◆ WHAT NEEDS TO BE DONE
Copy out each line of the material in which the word "getElementById" appears.

◆ DATA RECORDS
---

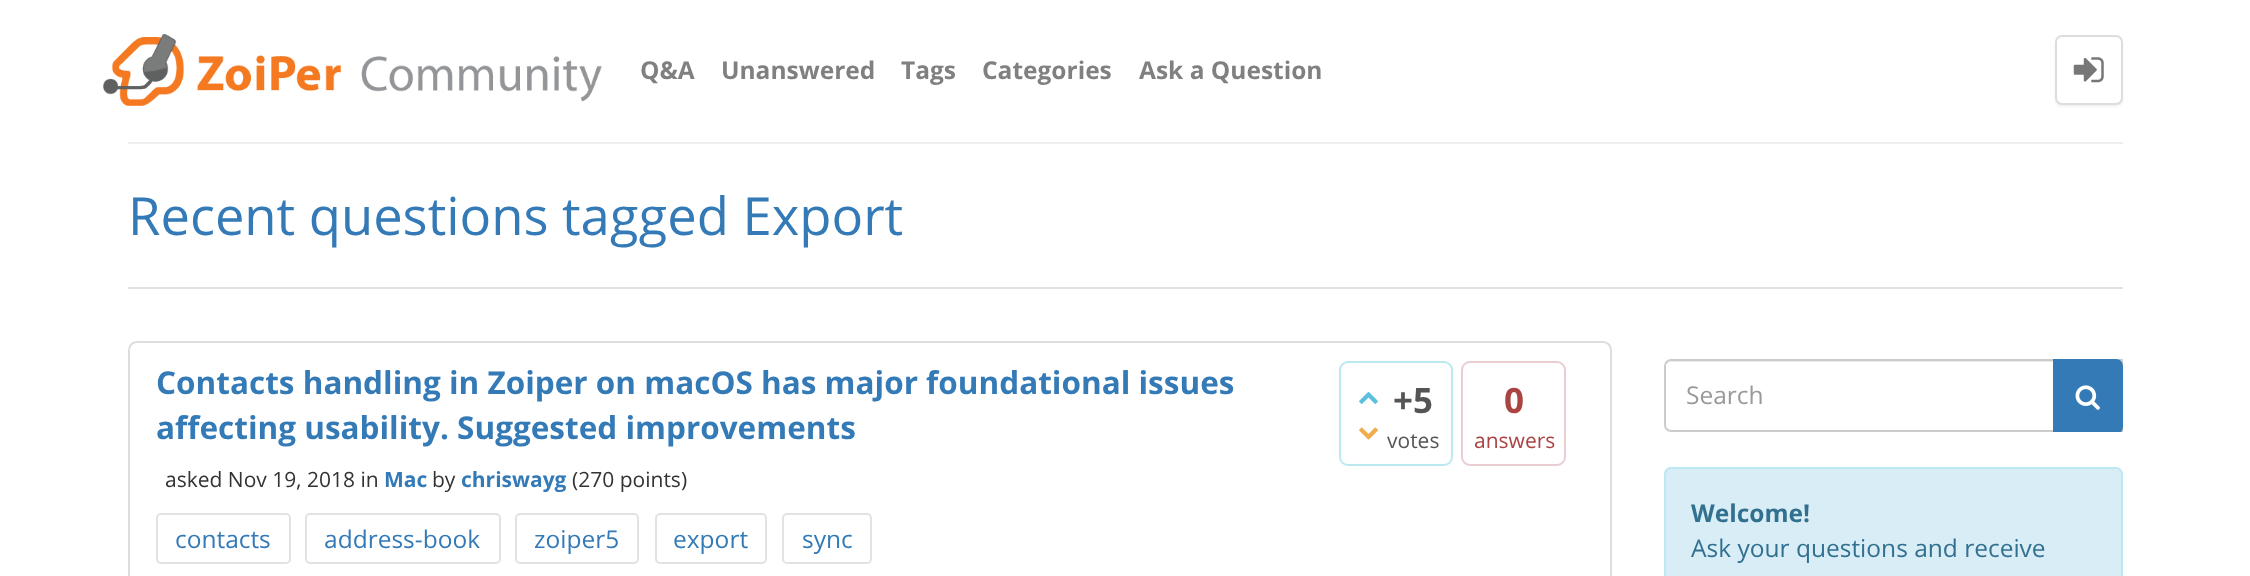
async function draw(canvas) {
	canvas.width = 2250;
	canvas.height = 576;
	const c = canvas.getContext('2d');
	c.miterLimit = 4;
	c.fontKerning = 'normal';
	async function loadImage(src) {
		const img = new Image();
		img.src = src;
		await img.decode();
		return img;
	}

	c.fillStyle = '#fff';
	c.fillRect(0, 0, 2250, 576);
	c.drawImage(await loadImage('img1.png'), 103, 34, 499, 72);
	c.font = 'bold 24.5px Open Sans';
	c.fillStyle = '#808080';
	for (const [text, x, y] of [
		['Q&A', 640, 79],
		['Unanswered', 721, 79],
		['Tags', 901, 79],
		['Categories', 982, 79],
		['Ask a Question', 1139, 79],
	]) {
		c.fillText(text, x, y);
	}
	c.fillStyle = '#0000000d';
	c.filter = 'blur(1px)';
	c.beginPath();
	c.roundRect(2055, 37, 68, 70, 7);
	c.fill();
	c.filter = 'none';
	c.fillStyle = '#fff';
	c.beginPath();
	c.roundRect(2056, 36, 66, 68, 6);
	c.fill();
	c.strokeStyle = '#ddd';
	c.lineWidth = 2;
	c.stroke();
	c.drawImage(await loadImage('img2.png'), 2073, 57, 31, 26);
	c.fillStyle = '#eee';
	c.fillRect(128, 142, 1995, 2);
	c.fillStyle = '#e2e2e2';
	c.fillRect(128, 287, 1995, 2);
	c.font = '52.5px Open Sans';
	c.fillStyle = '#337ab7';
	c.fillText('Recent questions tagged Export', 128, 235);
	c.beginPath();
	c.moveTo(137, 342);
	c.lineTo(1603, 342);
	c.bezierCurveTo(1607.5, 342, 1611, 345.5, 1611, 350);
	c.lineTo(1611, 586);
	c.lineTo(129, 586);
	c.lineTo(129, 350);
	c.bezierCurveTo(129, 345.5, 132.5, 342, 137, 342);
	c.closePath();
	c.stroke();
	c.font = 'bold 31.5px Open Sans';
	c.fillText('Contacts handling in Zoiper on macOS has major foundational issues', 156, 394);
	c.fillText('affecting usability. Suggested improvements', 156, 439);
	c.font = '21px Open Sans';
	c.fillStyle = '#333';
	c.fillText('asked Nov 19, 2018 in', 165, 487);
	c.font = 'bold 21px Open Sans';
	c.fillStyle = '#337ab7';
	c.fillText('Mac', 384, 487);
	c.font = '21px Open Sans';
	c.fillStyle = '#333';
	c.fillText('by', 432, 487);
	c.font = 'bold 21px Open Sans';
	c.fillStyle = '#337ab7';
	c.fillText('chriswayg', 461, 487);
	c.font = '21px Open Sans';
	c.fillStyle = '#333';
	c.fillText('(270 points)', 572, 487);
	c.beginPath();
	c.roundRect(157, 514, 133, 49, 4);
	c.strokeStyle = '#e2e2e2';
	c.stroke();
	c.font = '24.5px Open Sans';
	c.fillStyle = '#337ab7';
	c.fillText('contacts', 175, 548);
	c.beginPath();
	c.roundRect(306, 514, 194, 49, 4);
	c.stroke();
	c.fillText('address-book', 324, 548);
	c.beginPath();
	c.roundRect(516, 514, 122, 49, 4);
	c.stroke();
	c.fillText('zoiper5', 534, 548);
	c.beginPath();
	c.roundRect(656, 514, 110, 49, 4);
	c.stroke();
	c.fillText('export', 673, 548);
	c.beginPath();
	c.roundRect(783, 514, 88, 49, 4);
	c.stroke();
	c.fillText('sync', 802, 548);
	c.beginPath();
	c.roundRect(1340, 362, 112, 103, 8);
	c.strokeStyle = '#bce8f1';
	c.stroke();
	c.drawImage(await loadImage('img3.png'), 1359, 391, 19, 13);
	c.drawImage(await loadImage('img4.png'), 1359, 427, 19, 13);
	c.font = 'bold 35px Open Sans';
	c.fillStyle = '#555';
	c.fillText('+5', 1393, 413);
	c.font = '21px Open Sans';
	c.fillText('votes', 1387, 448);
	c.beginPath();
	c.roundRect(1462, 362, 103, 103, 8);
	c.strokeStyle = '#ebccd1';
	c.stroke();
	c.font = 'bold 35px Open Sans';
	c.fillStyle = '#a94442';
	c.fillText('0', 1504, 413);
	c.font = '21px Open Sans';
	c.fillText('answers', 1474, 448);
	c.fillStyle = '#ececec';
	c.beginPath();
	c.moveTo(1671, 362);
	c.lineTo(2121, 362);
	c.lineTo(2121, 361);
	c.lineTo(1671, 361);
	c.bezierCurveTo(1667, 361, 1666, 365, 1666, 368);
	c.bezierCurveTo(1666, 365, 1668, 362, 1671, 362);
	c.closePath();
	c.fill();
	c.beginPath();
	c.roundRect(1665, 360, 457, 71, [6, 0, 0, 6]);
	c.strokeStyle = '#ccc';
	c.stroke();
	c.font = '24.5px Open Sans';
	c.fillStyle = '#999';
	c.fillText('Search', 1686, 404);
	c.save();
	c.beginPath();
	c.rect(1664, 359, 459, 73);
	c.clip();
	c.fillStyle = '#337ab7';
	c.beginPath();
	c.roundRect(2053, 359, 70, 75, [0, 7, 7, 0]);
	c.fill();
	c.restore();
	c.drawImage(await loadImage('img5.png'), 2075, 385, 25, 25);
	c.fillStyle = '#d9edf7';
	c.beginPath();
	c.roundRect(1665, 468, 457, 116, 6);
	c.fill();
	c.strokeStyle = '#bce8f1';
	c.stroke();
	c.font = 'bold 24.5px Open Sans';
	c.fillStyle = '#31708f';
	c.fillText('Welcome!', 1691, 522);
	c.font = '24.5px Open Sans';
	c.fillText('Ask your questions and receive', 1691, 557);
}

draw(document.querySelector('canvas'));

---

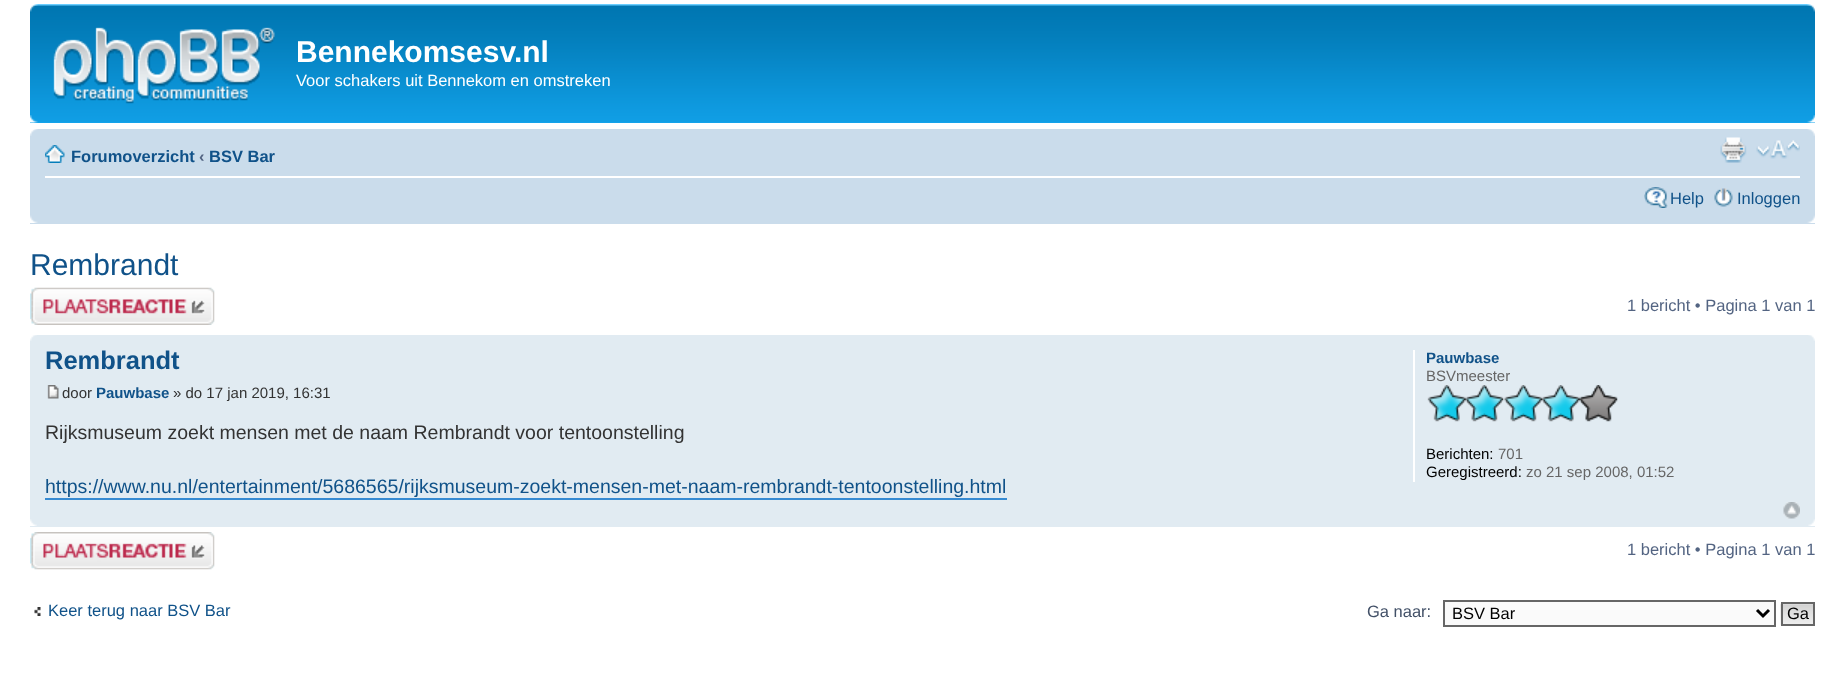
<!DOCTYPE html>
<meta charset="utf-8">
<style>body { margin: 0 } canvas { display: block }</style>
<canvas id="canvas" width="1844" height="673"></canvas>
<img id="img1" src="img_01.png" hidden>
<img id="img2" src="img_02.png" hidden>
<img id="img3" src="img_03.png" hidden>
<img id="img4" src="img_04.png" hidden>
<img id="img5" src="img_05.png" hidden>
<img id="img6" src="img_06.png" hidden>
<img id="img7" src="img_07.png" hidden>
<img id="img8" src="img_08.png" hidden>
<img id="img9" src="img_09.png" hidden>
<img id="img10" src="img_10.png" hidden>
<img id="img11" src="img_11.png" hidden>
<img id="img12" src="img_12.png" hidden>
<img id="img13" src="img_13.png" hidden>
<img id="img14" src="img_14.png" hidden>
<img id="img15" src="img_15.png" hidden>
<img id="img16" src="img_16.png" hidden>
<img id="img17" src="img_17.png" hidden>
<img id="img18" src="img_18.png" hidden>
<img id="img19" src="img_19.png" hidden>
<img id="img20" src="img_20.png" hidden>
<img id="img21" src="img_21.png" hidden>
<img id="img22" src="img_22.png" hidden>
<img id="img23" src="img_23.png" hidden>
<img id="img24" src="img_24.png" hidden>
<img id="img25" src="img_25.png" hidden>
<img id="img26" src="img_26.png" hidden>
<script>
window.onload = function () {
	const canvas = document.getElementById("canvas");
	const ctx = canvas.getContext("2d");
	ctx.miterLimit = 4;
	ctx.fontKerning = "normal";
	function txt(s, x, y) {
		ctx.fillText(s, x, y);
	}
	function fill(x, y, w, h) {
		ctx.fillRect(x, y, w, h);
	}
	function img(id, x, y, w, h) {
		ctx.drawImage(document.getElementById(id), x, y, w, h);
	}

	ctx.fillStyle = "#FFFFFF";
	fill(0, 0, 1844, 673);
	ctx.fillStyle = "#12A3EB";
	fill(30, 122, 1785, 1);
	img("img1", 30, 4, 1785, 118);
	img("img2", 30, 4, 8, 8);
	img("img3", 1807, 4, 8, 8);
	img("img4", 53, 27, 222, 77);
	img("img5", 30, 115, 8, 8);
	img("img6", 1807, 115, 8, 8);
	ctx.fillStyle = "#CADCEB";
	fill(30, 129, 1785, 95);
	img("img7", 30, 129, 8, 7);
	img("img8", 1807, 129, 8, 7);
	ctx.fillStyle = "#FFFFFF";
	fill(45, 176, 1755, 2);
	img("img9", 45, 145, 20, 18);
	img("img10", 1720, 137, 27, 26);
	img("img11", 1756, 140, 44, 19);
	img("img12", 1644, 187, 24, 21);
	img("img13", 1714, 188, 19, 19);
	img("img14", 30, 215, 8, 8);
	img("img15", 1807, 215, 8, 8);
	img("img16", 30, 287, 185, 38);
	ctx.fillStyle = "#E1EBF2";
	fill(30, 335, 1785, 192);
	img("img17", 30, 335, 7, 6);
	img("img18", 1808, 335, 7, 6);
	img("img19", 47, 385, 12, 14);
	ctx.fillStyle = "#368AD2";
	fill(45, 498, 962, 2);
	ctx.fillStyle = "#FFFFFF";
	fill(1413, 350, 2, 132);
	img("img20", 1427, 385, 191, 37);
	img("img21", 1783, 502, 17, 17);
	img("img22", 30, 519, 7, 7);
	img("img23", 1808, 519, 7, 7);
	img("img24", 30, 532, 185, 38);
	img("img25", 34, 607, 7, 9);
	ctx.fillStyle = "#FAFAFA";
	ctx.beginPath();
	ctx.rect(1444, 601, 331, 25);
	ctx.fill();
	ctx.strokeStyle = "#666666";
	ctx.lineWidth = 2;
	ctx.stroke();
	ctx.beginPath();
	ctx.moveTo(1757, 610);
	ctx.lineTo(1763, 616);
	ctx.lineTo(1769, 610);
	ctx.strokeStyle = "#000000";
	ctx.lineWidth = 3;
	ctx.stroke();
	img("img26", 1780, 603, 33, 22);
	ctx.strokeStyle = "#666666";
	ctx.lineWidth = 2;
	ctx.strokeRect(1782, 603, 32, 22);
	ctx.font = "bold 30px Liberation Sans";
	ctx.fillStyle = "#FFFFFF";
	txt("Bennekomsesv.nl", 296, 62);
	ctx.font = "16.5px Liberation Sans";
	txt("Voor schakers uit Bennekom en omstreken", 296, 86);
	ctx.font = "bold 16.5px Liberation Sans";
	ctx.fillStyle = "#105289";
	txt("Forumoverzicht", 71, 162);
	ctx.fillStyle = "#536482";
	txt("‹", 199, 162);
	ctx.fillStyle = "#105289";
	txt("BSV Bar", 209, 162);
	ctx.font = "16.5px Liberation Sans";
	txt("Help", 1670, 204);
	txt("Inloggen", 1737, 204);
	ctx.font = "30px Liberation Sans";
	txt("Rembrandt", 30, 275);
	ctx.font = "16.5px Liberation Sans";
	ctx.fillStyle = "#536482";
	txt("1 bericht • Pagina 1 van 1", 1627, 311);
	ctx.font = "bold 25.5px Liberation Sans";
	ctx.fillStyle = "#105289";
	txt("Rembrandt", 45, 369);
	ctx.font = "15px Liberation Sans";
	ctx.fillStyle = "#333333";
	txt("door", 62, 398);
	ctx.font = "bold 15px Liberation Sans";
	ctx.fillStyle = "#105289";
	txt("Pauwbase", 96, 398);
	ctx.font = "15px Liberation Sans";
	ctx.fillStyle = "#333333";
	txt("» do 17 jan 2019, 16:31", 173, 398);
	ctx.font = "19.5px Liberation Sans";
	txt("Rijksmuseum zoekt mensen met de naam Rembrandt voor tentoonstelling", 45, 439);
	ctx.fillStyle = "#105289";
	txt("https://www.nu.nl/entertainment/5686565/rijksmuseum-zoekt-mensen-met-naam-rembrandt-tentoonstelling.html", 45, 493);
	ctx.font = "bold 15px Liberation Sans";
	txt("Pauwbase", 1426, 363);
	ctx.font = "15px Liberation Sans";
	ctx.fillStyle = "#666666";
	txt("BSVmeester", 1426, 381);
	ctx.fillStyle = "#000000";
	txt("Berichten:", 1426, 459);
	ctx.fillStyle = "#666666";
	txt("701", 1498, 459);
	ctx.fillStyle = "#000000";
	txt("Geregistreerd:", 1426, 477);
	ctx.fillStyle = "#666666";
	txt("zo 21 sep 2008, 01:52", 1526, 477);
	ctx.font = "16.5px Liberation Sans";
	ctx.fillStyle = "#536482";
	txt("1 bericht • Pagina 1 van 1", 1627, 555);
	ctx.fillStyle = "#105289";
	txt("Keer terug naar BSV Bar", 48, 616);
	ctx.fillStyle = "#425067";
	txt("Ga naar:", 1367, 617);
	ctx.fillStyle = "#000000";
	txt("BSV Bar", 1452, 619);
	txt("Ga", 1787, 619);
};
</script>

---

◆ EXERCISE RESPONSE
	const canvas = document.getElementById("canvas");
		ctx.drawImage(document.getElementById(id), x, y, w, h);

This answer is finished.